Rusya’nın Ortadoğu Politikası

Sovyetler Birliği’nin yıkılmasından sonra mirasçısı Rusya Federasyonu kendisini bambaşka bir ortamda bulmuştur. Rusya’nın güney sınırlarında altısı Müslüman olmak üzere birçok yeni devlet ortaya çıkmıştır. Bölgede Komünistlerin yıllarca bastırdığı İslamiyet yeniden canlanmaya başlamıştır. Başta İran olmak üzere Ortadoğu’daki radikal İslamcıların bu bölgeye akın edeceğinden korkan Moskova, Ortadoğu politikasında İran’a öncelik tanımıştır.

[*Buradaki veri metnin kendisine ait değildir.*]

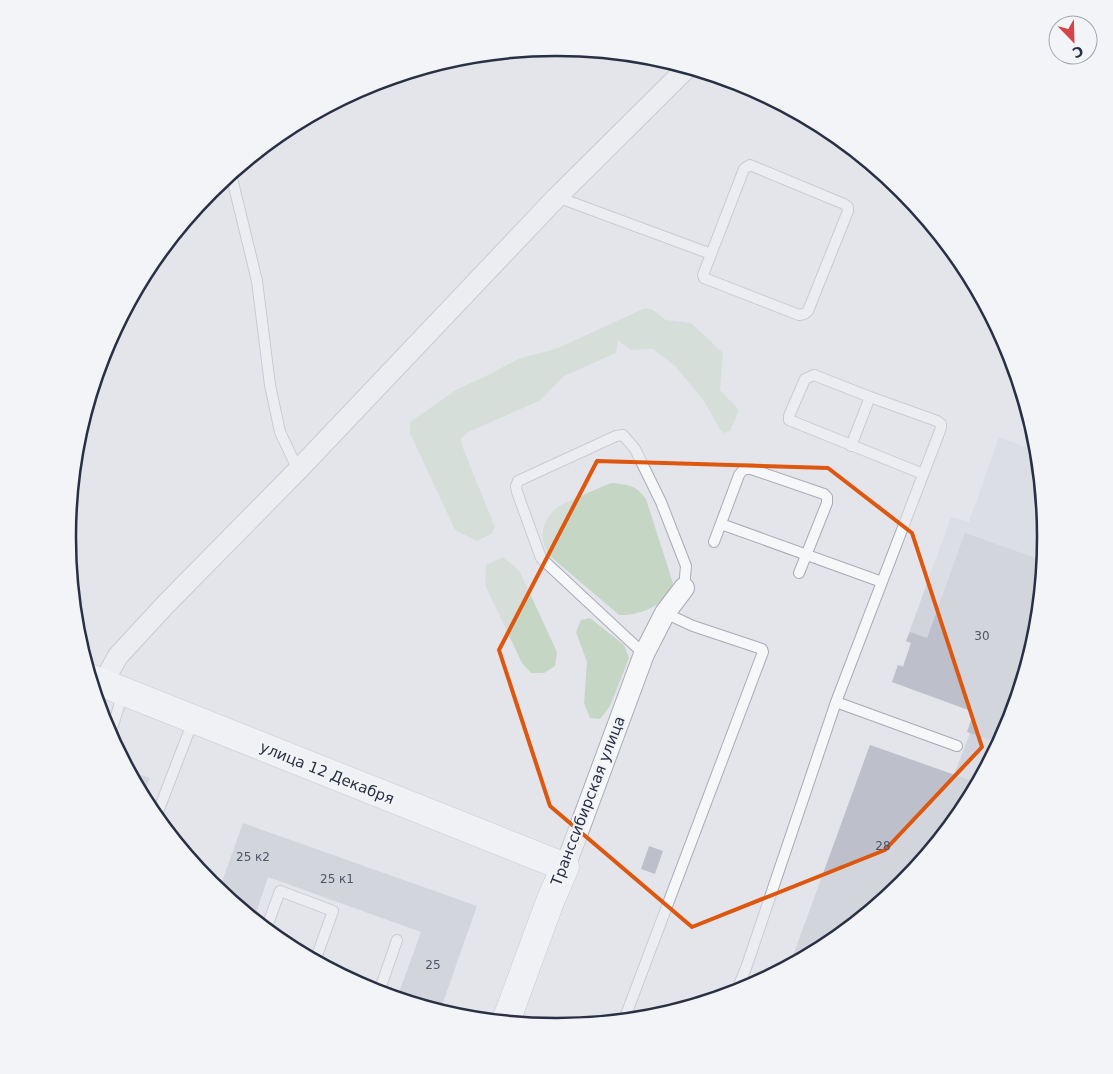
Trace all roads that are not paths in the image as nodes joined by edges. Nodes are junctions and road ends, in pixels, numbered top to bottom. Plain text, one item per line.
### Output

Ticari ilişkiler, Çeçenistan meselesi, Tacikistan’daki iç savaş, Hazar Havzası’ndaki enerji kaynakları için Rusya ile ABD arasında verilen mücadelede İran’ın rolü gibi etkenler, İran’ı Moskova açısından değerli kılmıştır.
 
Sovyet sonrasında Rusya’nın Ortadoğu’da yakından ilgilendiği bir başka önemli mesele ise Arap-İsrail sorunu olmuştur. SSCB döneminde İsrail karşıtı bir Arap Birliği’nin kurulmasını destekleyen ve bu ülkeyle ilişkilerini sınırlı tutan Moskova’nın, bugün için bölgedeki en önemli ticari ortağı İsrail’dir. SSCB zamanında göç etmesine izin verilmeyen Rusça konuşan Yahudiler, SSCB’nin yıkılışından sonra İsrail’e göç etmişlerdir. İsrail’in Çeçenistan Savaşı sırasında Rusya’yı desteklemesi de Rus-İsrail ilişkilerini olumlu etkilemiştir. Ancak Rusya’nın İran ve Suriye ile nükleer ve askerî alanlarda işbirliği geliştirmesi, zaman zaman Rusya-İsrail münasebetlerinde bir takım sıkıntıların yaşanmasına yol açmaktadır. Diğer taraftan Moskova’nın İsrail dahil tüm ülkelerle irtibat içinde olması, bölgedeki sorunların çözümünde arabulucu rolü üstlenmesini sağlamaktadır.